-- What is expected --
Copy nothing but the lines from the opening of the entries through the line that contains "function fillPath(path, color)", exactly as written. Drop the pictures.

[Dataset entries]
◇ ◇ ◇ ◇ ◇

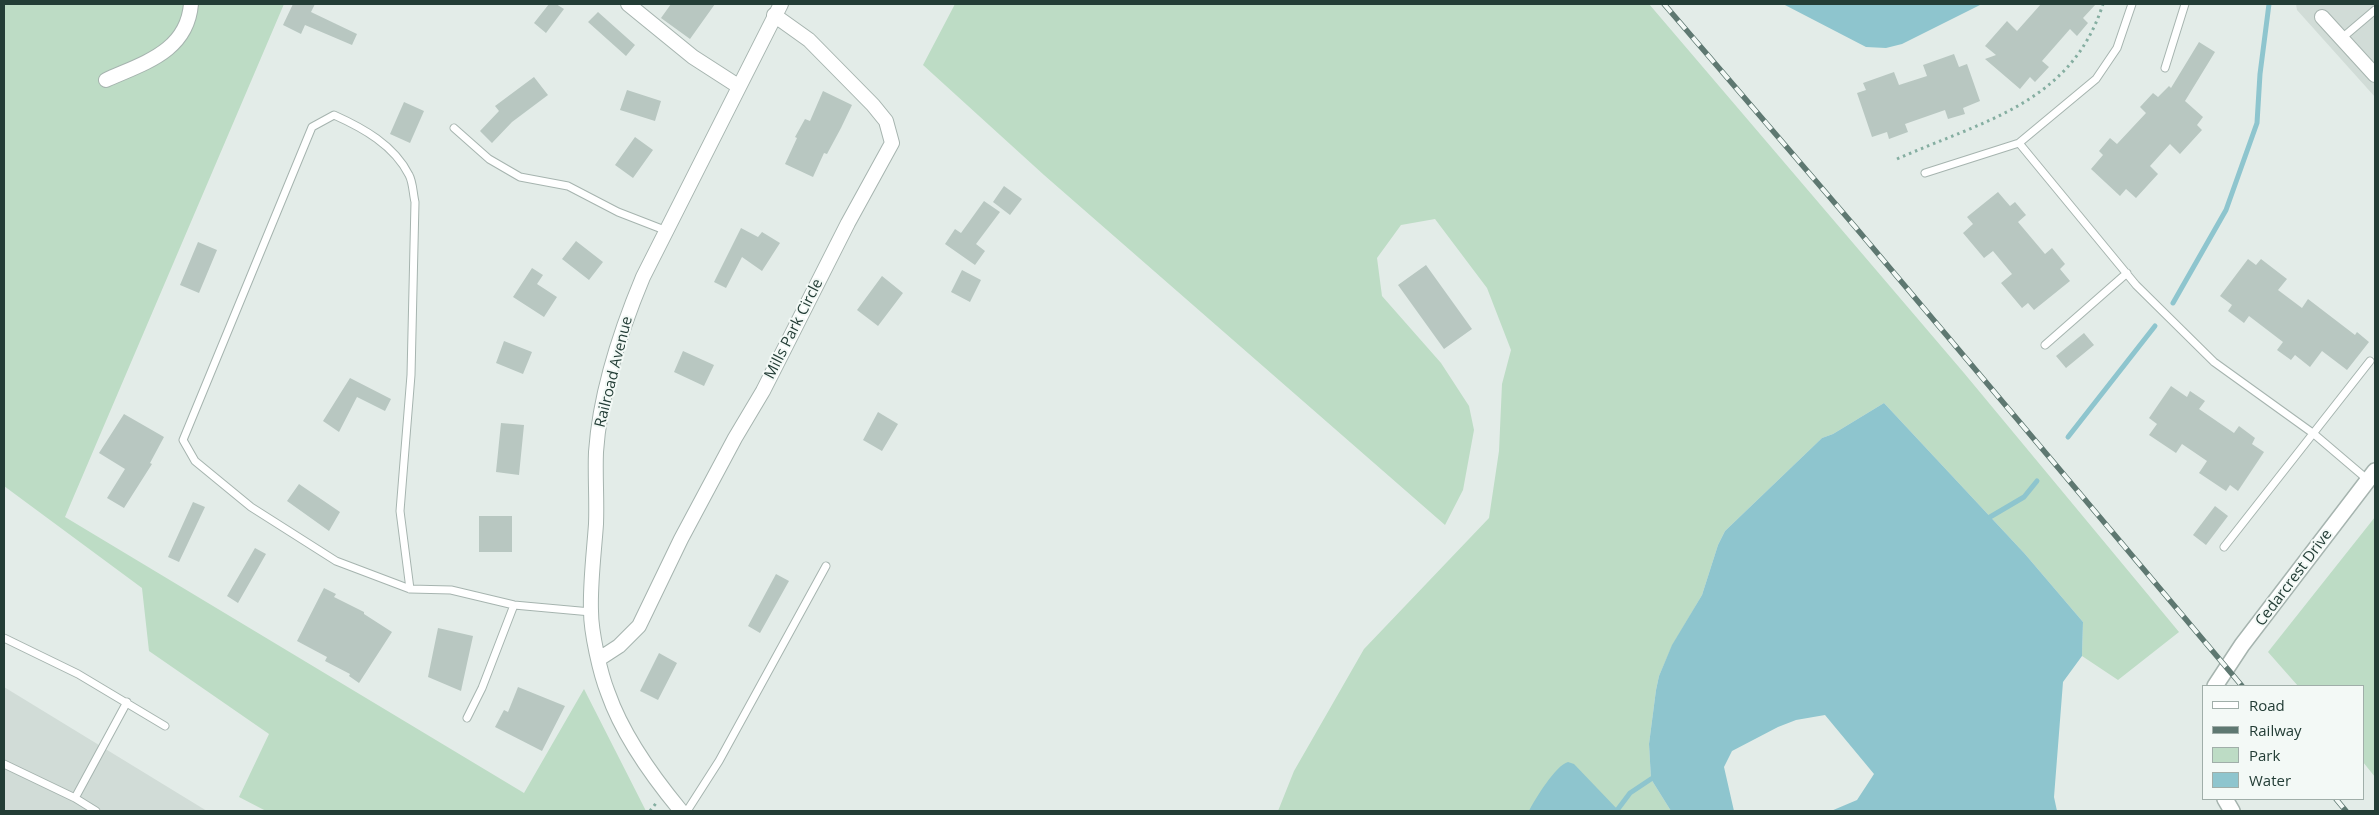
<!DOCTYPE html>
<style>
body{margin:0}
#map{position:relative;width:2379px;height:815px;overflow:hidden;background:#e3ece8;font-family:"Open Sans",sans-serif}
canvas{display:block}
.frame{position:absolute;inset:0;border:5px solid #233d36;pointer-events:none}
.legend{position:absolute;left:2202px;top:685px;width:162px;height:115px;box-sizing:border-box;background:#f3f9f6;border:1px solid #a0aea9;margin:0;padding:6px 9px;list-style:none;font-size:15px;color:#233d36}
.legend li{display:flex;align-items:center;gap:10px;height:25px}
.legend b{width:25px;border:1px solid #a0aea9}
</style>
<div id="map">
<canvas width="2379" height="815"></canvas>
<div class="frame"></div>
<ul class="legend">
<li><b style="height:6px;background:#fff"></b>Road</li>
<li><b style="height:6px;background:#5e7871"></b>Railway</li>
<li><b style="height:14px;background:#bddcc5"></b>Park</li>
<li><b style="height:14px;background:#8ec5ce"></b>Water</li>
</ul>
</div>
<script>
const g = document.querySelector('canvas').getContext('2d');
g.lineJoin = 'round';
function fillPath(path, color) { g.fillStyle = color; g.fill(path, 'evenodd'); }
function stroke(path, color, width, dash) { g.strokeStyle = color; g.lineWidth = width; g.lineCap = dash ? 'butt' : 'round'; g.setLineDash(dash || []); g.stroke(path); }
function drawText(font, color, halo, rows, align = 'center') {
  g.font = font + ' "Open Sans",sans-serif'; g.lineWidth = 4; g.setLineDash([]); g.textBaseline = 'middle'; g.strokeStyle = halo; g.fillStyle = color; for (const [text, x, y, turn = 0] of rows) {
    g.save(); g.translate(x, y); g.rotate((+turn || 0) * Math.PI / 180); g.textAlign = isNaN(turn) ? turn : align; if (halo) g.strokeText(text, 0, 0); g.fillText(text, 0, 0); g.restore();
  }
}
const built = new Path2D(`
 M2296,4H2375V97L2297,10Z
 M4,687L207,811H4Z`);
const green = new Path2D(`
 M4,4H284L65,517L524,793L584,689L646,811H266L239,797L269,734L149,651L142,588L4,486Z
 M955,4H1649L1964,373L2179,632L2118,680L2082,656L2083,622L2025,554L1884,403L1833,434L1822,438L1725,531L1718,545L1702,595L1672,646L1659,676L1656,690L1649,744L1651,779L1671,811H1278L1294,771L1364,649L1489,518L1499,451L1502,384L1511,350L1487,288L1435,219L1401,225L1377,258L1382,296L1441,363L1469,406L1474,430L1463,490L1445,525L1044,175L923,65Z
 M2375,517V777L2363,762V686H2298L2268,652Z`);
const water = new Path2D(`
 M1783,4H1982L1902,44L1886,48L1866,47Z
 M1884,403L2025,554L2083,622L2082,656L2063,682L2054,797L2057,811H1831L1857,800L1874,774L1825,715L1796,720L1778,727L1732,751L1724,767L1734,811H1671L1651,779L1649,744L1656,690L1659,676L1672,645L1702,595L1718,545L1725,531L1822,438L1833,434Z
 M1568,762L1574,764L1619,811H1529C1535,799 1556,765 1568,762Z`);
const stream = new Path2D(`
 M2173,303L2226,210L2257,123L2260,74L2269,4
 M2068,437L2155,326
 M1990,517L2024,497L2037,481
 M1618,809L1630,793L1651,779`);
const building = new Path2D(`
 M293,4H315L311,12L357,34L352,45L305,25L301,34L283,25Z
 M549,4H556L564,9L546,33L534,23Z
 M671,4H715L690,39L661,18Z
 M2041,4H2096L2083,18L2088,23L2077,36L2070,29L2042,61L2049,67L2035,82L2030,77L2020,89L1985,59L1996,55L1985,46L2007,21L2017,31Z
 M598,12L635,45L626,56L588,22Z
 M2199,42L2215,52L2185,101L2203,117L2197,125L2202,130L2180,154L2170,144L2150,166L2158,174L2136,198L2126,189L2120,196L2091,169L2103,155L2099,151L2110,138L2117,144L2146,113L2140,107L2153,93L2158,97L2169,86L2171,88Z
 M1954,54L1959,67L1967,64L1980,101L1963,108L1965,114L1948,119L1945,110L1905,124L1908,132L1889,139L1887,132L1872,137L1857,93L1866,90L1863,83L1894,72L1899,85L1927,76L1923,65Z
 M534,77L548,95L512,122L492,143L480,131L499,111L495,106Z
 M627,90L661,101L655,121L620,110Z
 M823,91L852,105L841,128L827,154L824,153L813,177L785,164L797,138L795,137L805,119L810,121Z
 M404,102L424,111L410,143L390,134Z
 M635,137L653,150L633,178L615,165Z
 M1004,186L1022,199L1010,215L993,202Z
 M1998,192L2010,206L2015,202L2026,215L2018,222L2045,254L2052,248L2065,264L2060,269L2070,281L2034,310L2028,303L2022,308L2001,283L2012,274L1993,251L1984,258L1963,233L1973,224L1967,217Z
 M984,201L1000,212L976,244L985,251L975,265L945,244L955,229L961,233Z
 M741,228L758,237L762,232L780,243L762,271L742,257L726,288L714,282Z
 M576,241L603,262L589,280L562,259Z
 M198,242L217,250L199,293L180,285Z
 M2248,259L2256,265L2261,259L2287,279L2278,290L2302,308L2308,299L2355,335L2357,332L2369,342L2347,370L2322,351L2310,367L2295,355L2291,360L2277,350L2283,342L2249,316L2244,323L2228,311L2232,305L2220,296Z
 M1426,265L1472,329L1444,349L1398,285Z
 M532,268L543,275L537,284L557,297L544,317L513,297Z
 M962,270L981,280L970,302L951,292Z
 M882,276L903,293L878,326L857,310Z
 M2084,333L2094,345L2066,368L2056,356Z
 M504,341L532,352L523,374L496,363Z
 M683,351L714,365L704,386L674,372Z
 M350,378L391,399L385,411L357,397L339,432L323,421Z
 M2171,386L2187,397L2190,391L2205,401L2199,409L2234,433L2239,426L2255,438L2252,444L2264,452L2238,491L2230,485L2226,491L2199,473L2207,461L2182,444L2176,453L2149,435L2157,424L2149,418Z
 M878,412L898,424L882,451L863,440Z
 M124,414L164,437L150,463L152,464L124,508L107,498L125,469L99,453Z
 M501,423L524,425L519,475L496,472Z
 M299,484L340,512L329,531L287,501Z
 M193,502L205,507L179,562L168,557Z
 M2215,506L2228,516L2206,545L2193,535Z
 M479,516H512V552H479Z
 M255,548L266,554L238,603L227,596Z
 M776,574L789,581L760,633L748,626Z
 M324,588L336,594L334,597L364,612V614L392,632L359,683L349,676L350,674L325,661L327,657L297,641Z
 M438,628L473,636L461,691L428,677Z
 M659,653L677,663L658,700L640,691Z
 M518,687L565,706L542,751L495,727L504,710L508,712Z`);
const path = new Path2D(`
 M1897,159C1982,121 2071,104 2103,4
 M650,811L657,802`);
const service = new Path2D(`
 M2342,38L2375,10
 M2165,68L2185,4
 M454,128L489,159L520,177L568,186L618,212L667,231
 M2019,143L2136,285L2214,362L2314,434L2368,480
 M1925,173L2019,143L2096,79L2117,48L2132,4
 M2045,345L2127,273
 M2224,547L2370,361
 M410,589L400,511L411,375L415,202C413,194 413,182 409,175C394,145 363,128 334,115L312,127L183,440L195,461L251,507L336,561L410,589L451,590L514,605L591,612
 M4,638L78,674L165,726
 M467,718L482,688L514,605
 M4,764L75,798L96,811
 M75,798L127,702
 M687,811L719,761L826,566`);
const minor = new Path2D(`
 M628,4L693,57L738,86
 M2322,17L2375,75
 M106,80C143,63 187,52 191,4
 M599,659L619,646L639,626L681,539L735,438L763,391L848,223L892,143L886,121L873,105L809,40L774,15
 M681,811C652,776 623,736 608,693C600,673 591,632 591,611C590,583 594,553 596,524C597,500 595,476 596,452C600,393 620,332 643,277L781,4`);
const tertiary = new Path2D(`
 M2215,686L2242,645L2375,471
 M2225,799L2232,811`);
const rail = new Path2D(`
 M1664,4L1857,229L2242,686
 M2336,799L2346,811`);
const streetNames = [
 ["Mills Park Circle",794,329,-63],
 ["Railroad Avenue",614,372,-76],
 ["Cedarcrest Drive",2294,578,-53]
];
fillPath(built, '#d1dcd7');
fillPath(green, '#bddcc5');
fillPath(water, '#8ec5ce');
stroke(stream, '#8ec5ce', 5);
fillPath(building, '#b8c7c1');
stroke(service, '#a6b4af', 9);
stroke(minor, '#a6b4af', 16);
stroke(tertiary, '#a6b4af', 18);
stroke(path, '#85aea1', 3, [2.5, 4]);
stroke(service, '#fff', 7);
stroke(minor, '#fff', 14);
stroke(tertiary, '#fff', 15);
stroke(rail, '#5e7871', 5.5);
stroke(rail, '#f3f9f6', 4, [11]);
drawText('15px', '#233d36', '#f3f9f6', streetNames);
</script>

◇ ◇ ◇ ◇ ◇

-- Problem solution --
<!DOCTYPE html>
<style>
body{margin:0}
#map{position:relative;width:2379px;height:815px;overflow:hidden;background:#e3ece8;font-family:"Open Sans",sans-serif}
canvas{display:block}
.frame{position:absolute;inset:0;border:5px solid #233d36;pointer-events:none}
.legend{position:absolute;left:2202px;top:685px;width:162px;height:115px;box-sizing:border-box;background:#f3f9f6;border:1px solid #a0aea9;margin:0;padding:6px 9px;list-style:none;font-size:15px;color:#233d36}
.legend li{display:flex;align-items:center;gap:10px;height:25px}
.legend b{width:25px;border:1px solid #a0aea9}
</style>
<div id="map">
<canvas width="2379" height="815"></canvas>
<div class="frame"></div>
<ul class="legend">
<li><b style="height:6px;background:#fff"></b>Road</li>
<li><b style="height:6px;background:#5e7871"></b>Railway</li>
<li><b style="height:14px;background:#bddcc5"></b>Park</li>
<li><b style="height:14px;background:#8ec5ce"></b>Water</li>
</ul>
</div>
<script>
const g = document.querySelector('canvas').getContext('2d');
g.lineJoin = 'round';
function fillPath(path, color) { g.fillStyle = color; g.fill(path, 'evenodd'); }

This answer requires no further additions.